┌──

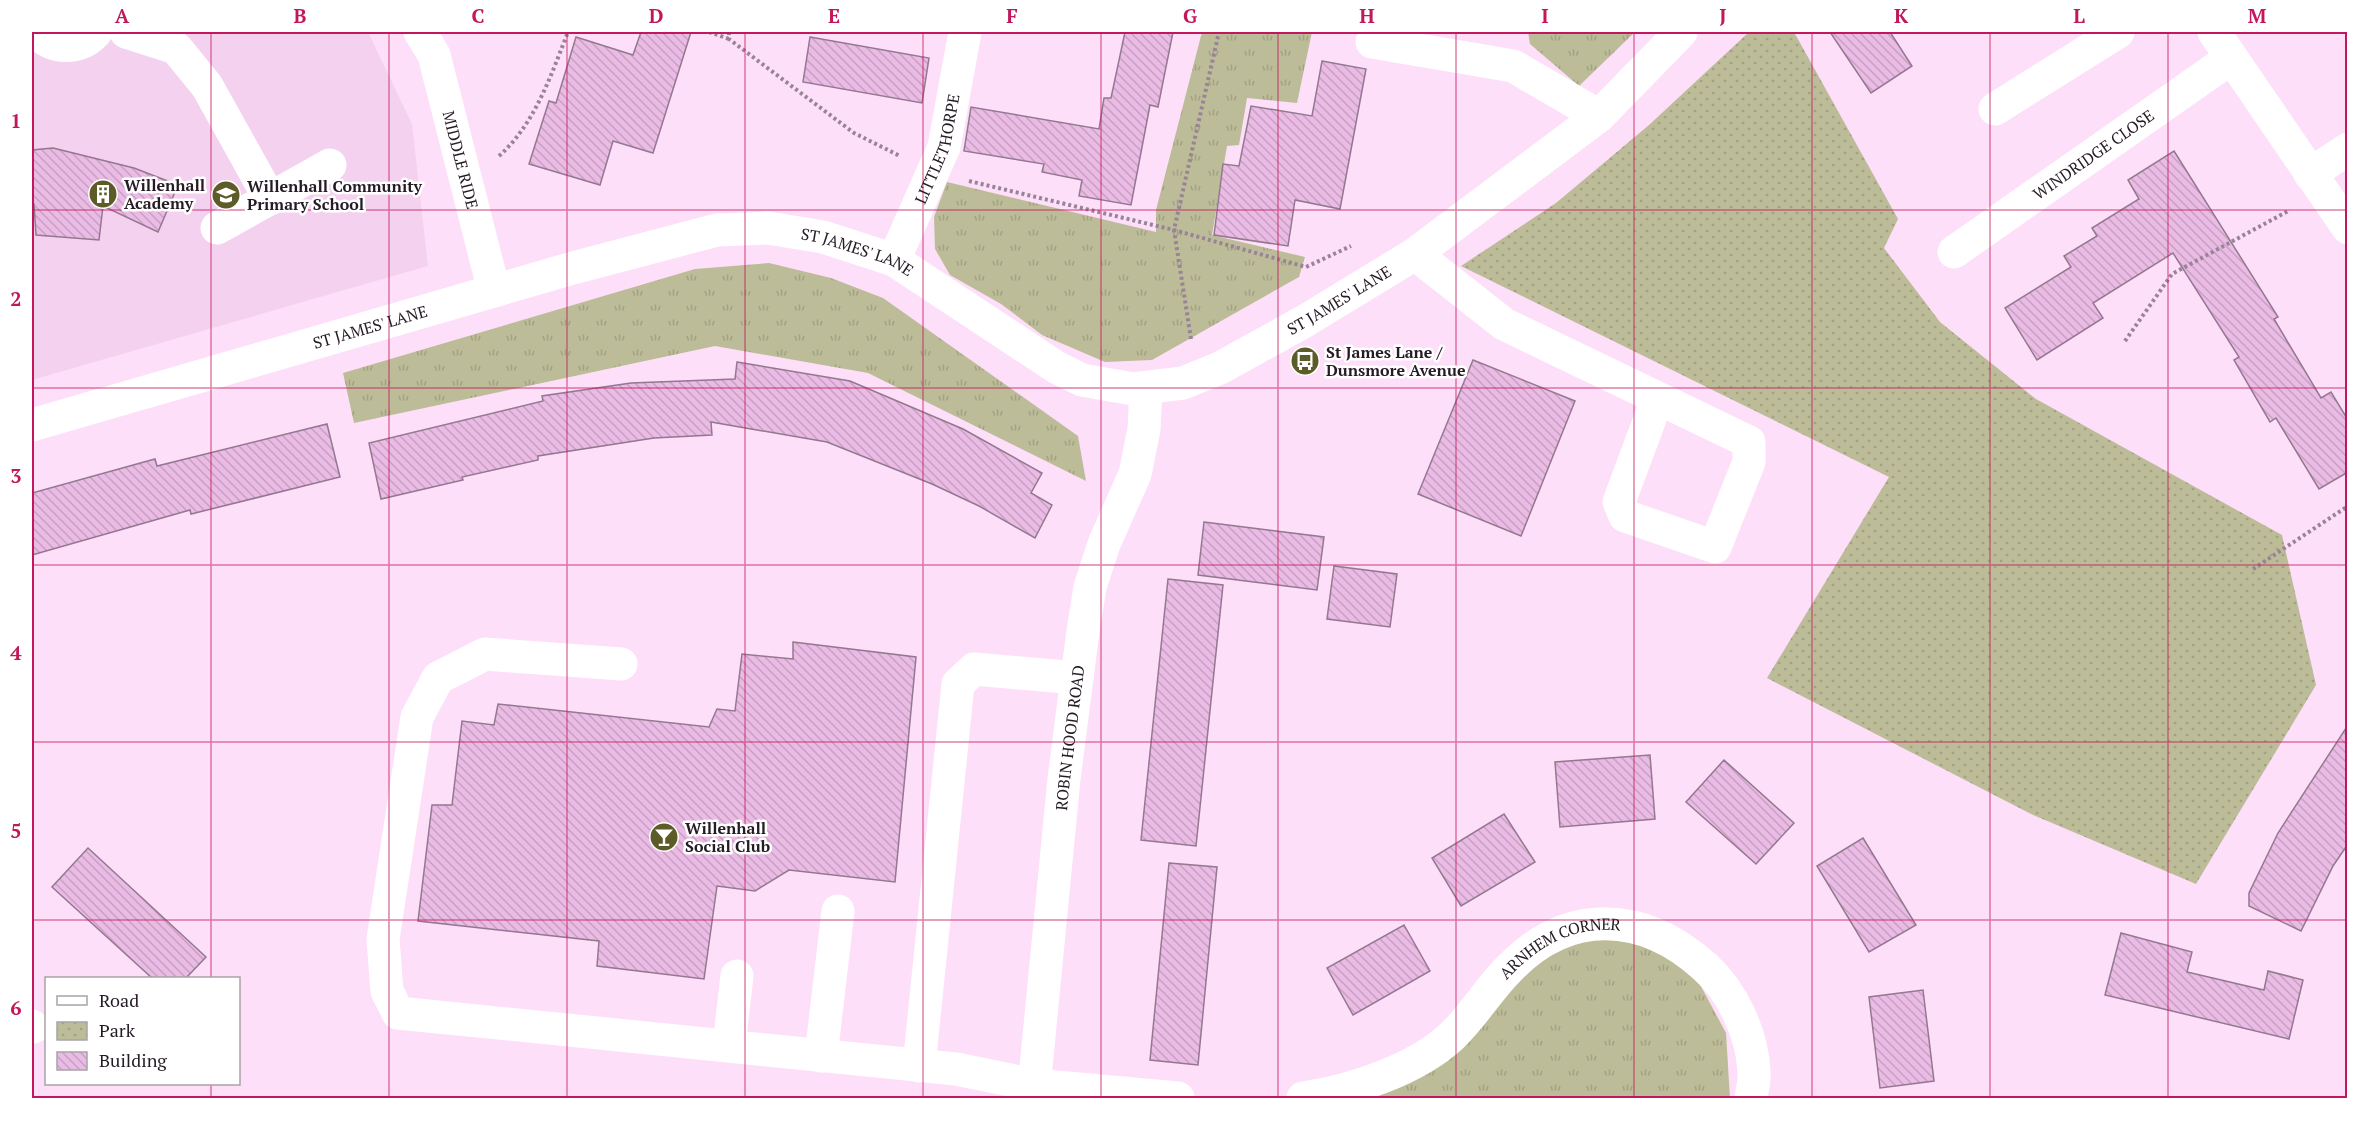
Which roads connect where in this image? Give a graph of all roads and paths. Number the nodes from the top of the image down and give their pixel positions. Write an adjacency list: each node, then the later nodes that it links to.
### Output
1 (37, 32): 2 (street)
2 (96, 32)
3 (126, 32): 22 (street)
4 (420, 32): 21 (street, MIDDLE RIDE)
5 (568, 32): 21 (path)
6 (709, 32): 12 (path)
7 (729, 32): 12 (path)
8 (965, 32): 19 (street, LITTLETHORPE)
9 (1219, 32): 25 (path)
10 (1681, 32): 16 (street, ST JAMES' LANE)
11 (2118, 32): 15 (street)
12 (729, 39): 19 (path)
13 (1372, 42): 16 (street)
14 (2223, 45): 20 (street); 27 (street, WINDRIDGE CLOSE)
15 (1995, 109)
16 (1599, 116): 28 (street, ST JAMES' LANE)
17 (2348, 150): 20 (street)
18 (330, 165): 22 (street)
19 (932, 173): 25 (path); 29 (street, LITTLETHORPE)
20 (2316, 183): 24 (street); 31 (path)
21 (467, 184): 30 (street, MIDDLE RIDE)
22 (270, 199): 23 (street)
23 (217, 228)
24 (2348, 228)
25 (1174, 230): 26 (path); 32 (path)
26 (1359, 242)
27 (1954, 252)
28 (1415, 254): 32 (street, ST JAMES' LANE); 34 (street)
29 (894, 260): 30 (street, ST JAMES' LANE); 33 (street, ST JAMES' LANE)
30 (494, 291): 35 (street, ST JAMES' LANE)
31 (2125, 341)
32 (1197, 378): 33 (street, ST JAMES' LANE)
33 (1146, 388): 39 (street, ROBIN HOOD ROAD)
34 (1651, 396): 34 (street)
35 (32, 425)
36 (2348, 506): 37 (path)
37 (2253, 569)
38 (621, 664): 42 (street)
39 (1077, 678): 44 (street); 45 (street, ROBIN HOOD ROAD)
40 (837, 911): 43 (street)
41 (736, 976): 42 (street)
42 (729, 1045): 43 (street)
43 (821, 1056): 44 (street)
44 (920, 1066): 45 (street)
45 (1034, 1092): 46 (street)
46 (1179, 1098)
47 (1303, 1098): 48 (street, ARNHEM CORNER)
48 (1751, 1098)

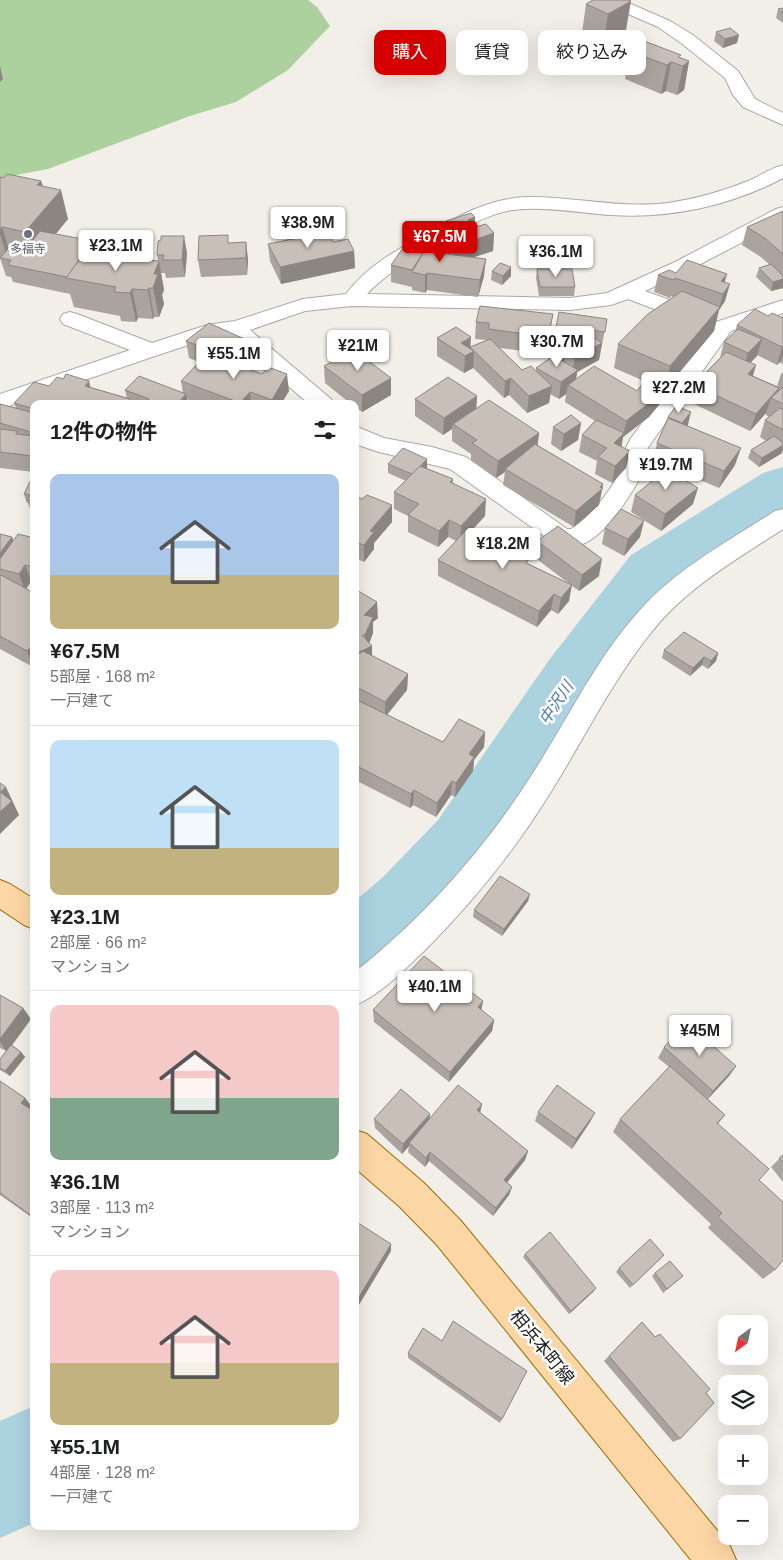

└──

• [Task details] Read each line of the material, and wherever the word "LANE" turns up, copy that line.

• [Solution to this task]
10 (1681, 32): 16 (street, ST JAMES' LANE)
16 (1599, 116): 28 (street, ST JAMES' LANE)
28 (1415, 254): 32 (street, ST JAMES' LANE); 34 (street)
29 (894, 260): 30 (street, ST JAMES' LANE); 33 (street, ST JAMES' LANE)
30 (494, 291): 35 (street, ST JAMES' LANE)
32 (1197, 378): 33 (street, ST JAMES' LANE)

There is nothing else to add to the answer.